Collected data
::::::
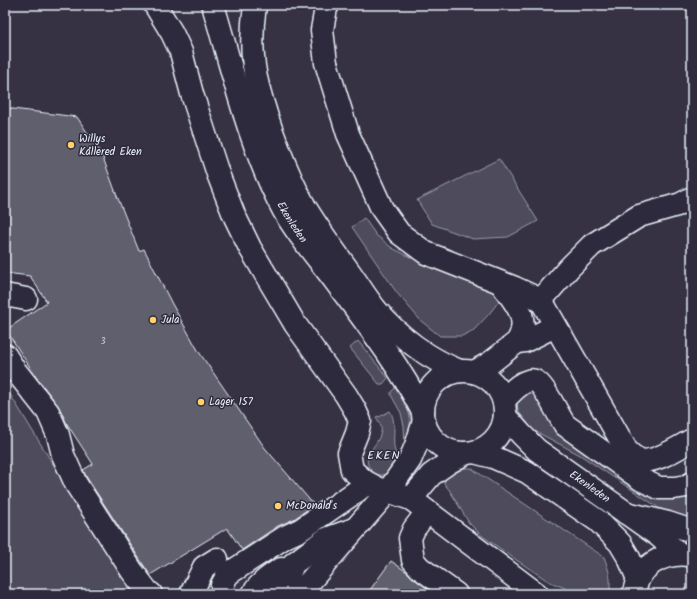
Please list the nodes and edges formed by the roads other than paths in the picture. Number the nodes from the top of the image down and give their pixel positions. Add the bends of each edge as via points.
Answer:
1 (155, 5) edge
2 (213, 5) edge
3 (255, 5) edge
4 (328, 5) edge
5 (692, 198) edge
6 (501, 283) junction
7 (5, 295) edge
8 (26, 299) dead end
9 (541, 300) junction
10 (555, 326) junction
11 (516, 342) junction
12 (5, 355) edge
13 (466, 371) junction
14 (504, 408) junction
15 (424, 416) junction
16 (692, 440) edge
17 (470, 452) junction
18 (367, 483) junction
19 (692, 483) edge
20 (388, 491) junction
21 (419, 506) junction
22 (626, 513) junction
23 (355, 528) junction
24 (692, 531) edge
25 (685, 555) edge
26 (216, 559) dead end
27 (293, 564) junction
28 (636, 586) edge
29 (527, 591) edge
30 (151, 594) edge
31 (191, 594) edge
32 (224, 594) edge
33 (253, 594) edge
34 (272, 594) edge
35 (299, 594) edge
36 (456, 594) edge

1 - 18 main road via 181,52 213,160 234,216 295,324 356,410 360,421 349,453 352,470
2 - 15 main road, Ekenleden via 260,157 284,211 403,376
3 - 13 main road, Ekenleden via 252,53 257,85 273,134 305,205 340,260 378,311 402,336 444,366
4 - 6 main road via 322,30 326,63 348,134 382,209 399,233 426,253
5 - 9 main road via 681,204 639,216 592,245
6 - 9 main road
6 - 11 main road via 522,313 522,330
7 - 8 main road
9 - 10 main road
10 - 11 main road via 525,341
10 - 16 main road via 632,456 639,460 654,459
11 - 13 main road via 490,363
12 - 30 main road via 48,412 76,484 132,571
13 - 14 main road via 486,377 492,382 497,387
13 - 15 main road via 445,375 433,384 426,397
14 - 17 main road via 497,437 484,448
14 - 19 main road via 521,384 536,381 545,390 565,425 642,480 659,488 674,488
14 - 22 main road, Ekenleden via 522,436 537,450
15 - 17 main road via 428,432 435,441 455,452
15 - 20 main road via 418,443 410,460
17 - 21 main road via 448,463 431,476
17 - 28 main road, Ekenleden via 493,457 527,472 598,521 620,543 629,558
18 - 20 main road
18 - 32 main road via 300,530 228,574 222,585
20 - 21 main road
20 - 23 main road
21 - 29 main road
21 - 36 main road via 410,538 413,560
22 - 24 main road
22 - 25 main road, Ekenleden
23 - 27 main road via 326,539
23 - 35 main road
25 - 28 main road, Ekenleden via 669,555 651,564
26 - 31 main road via 204,567
27 - 33 main road via 273,574
27 - 34 main road via 287,580

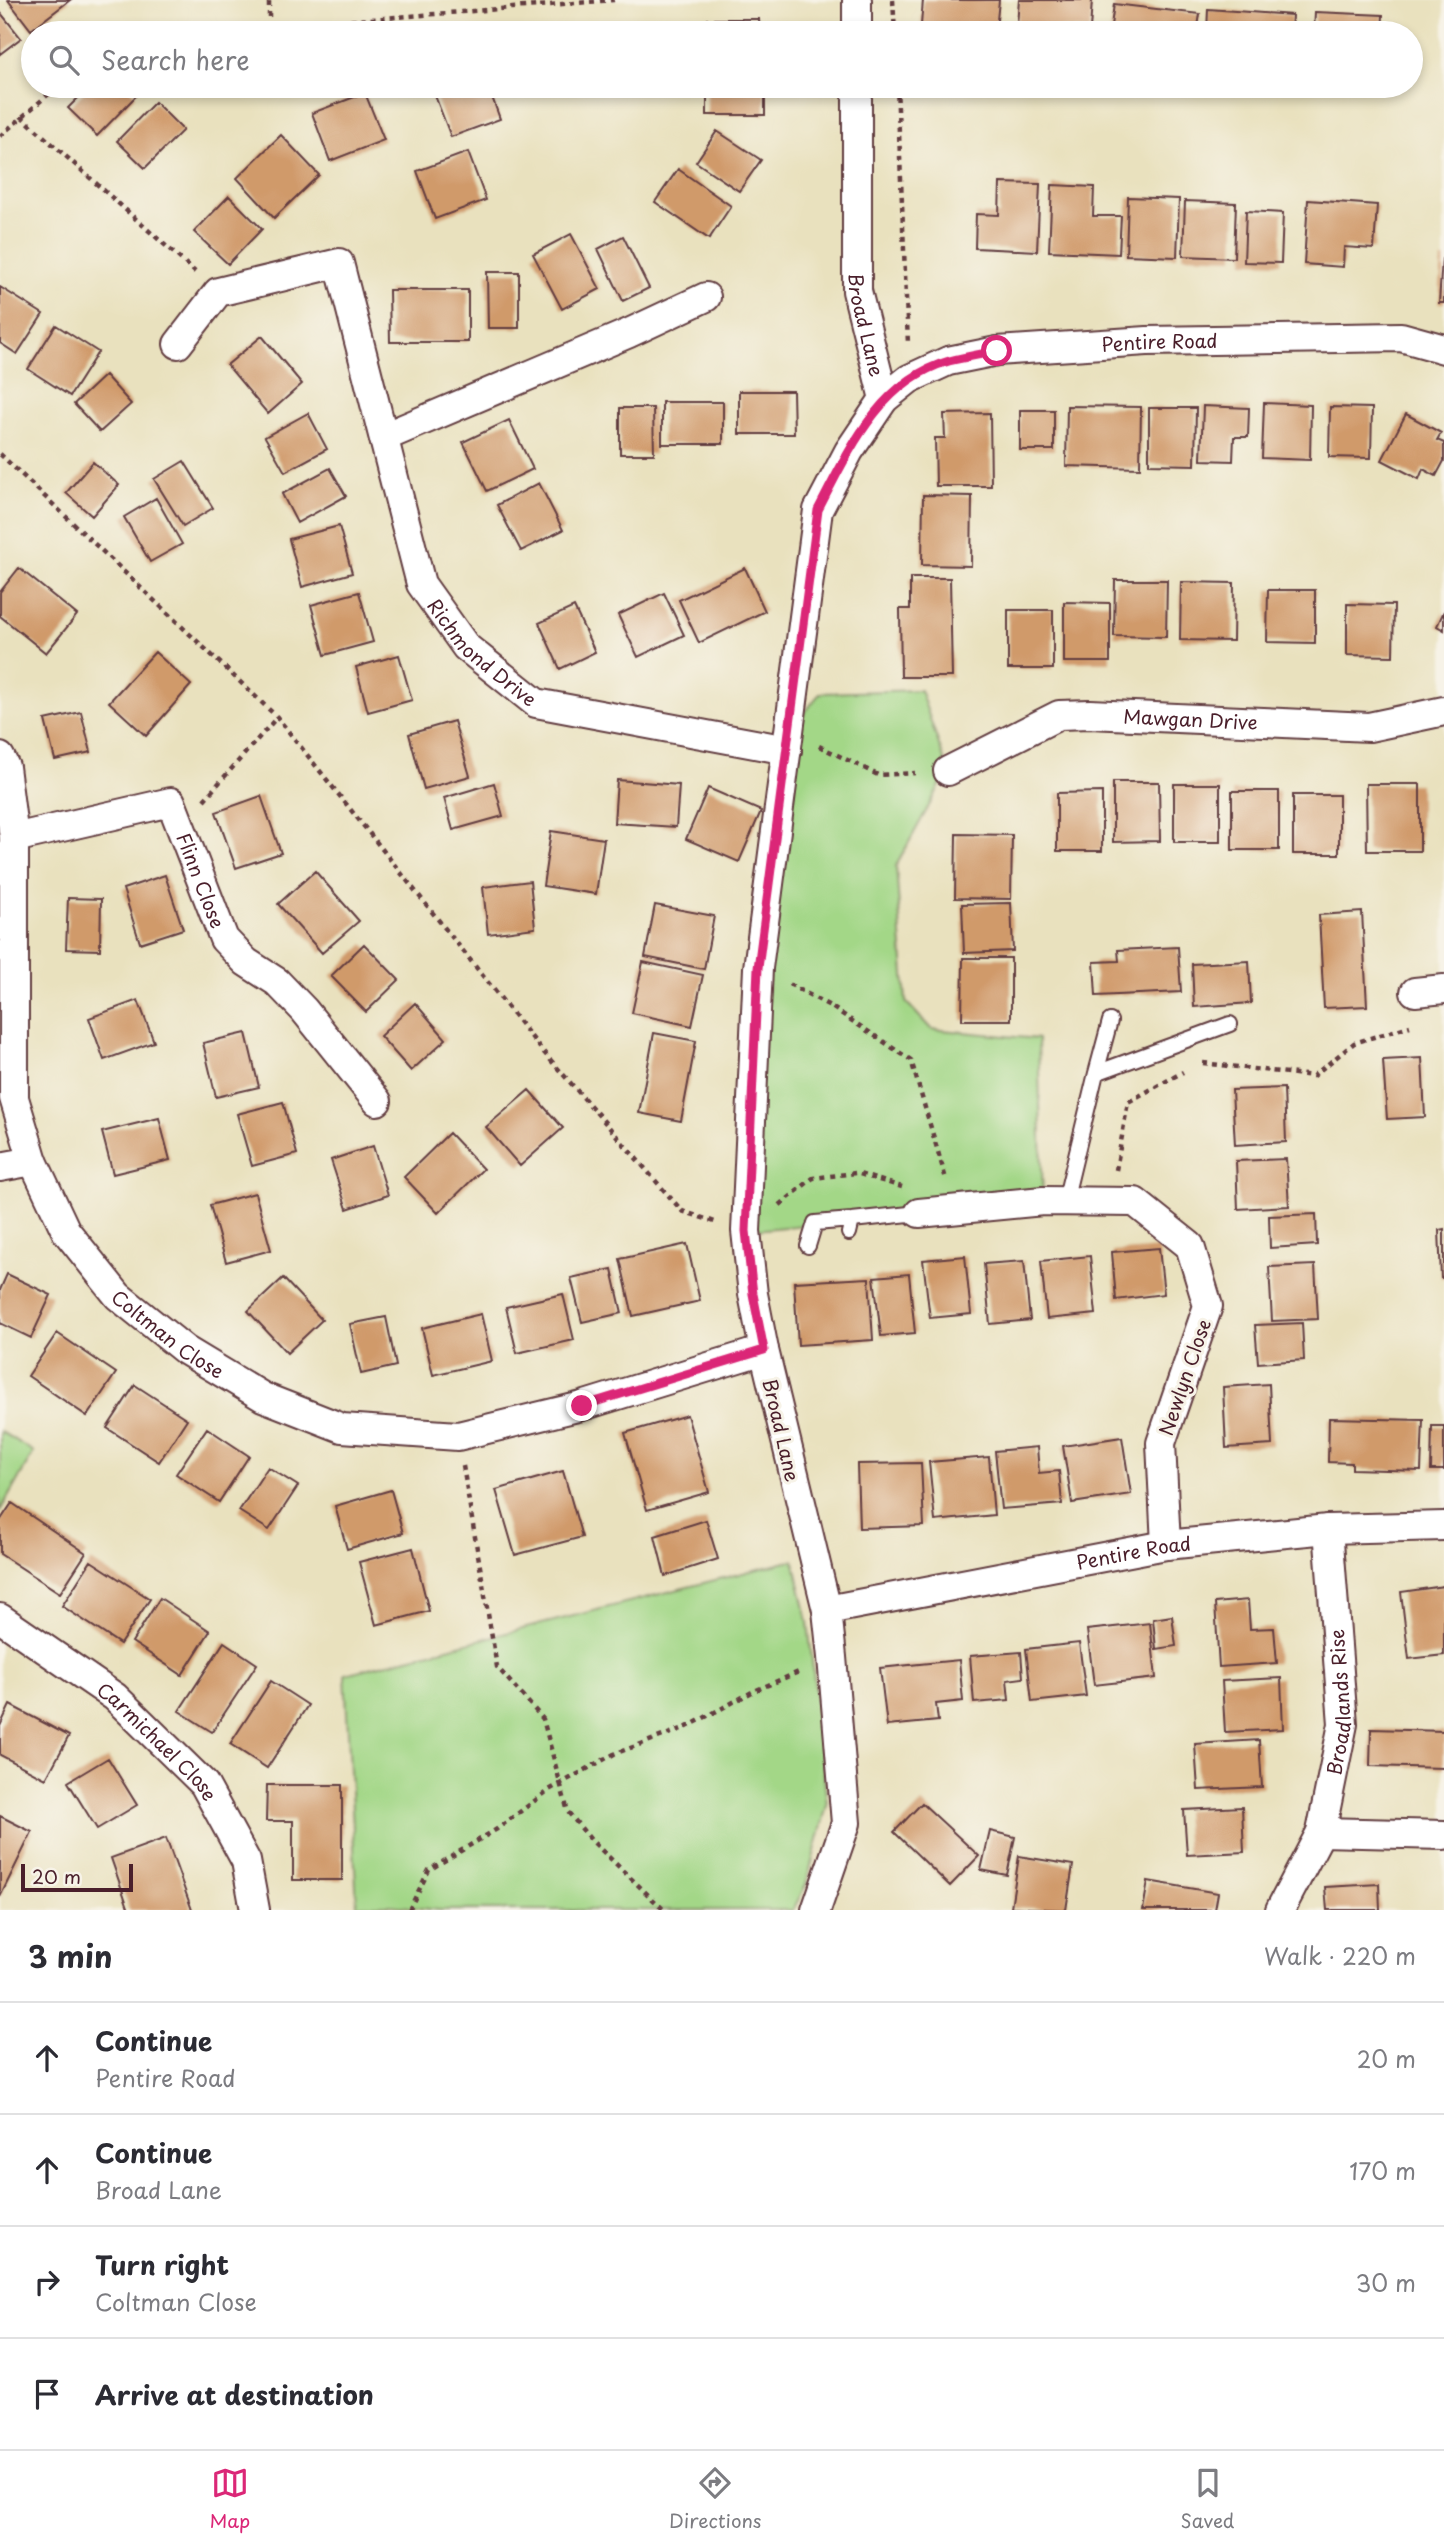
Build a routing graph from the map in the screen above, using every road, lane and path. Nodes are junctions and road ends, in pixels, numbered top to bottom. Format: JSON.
::::::
### [Instructions to follow]
Repeat exactly, please: transcribe each entry and leave out the pictures.

### [Response for this exercise]
Please list the nodes and edges formed by the roads other than paths in the picture. Number the nodes from the top of the image down and give their pixel positions. Add the bends of each edge as via points.
Answer:
1 (155, 5) edge
2 (213, 5) edge
3 (255, 5) edge
4 (328, 5) edge
5 (692, 198) edge
6 (501, 283) junction
7 (5, 295) edge
8 (26, 299) dead end
9 (541, 300) junction
10 (555, 326) junction
11 (516, 342) junction
12 (5, 355) edge
13 (466, 371) junction
14 (504, 408) junction
15 (424, 416) junction
16 (692, 440) edge
17 (470, 452) junction
18 (367, 483) junction
19 (692, 483) edge
20 (388, 491) junction
21 (419, 506) junction
22 (626, 513) junction
23 (355, 528) junction
24 (692, 531) edge
25 (685, 555) edge
26 (216, 559) dead end
27 (293, 564) junction
28 (636, 586) edge
29 (527, 591) edge
30 (151, 594) edge
31 (191, 594) edge
32 (224, 594) edge
33 (253, 594) edge
34 (272, 594) edge
35 (299, 594) edge
36 (456, 594) edge

1 - 18 main road via 181,52 213,160 234,216 295,324 356,410 360,421 349,453 352,470
2 - 15 main road, Ekenleden via 260,157 284,211 403,376
3 - 13 main road, Ekenleden via 252,53 257,85 273,134 305,205 340,260 378,311 402,336 444,366
4 - 6 main road via 322,30 326,63 348,134 382,209 399,233 426,253
5 - 9 main road via 681,204 639,216 592,245
6 - 9 main road
6 - 11 main road via 522,313 522,330
7 - 8 main road
9 - 10 main road
10 - 11 main road via 525,341
10 - 16 main road via 632,456 639,460 654,459
11 - 13 main road via 490,363
12 - 30 main road via 48,412 76,484 132,571
13 - 14 main road via 486,377 492,382 497,387
13 - 15 main road via 445,375 433,384 426,397
14 - 17 main road via 497,437 484,448
14 - 19 main road via 521,384 536,381 545,390 565,425 642,480 659,488 674,488
14 - 22 main road, Ekenleden via 522,436 537,450
15 - 17 main road via 428,432 435,441 455,452
15 - 20 main road via 418,443 410,460
17 - 21 main road via 448,463 431,476
17 - 28 main road, Ekenleden via 493,457 527,472 598,521 620,543 629,558
18 - 20 main road
18 - 32 main road via 300,530 228,574 222,585
20 - 21 main road
20 - 23 main road
21 - 29 main road
21 - 36 main road via 410,538 413,560
22 - 24 main road
22 - 25 main road, Ekenleden
23 - 27 main road via 326,539
23 - 35 main road
25 - 28 main road, Ekenleden via 669,555 651,564
26 - 31 main road via 204,567
27 - 33 main road via 273,574
27 - 34 main road via 287,580

Build a routing graph from the map in the screen above, using every road, lane and path. Nodes are junctions and road ends, in pixels, numbered top to bottom. Format: JSON.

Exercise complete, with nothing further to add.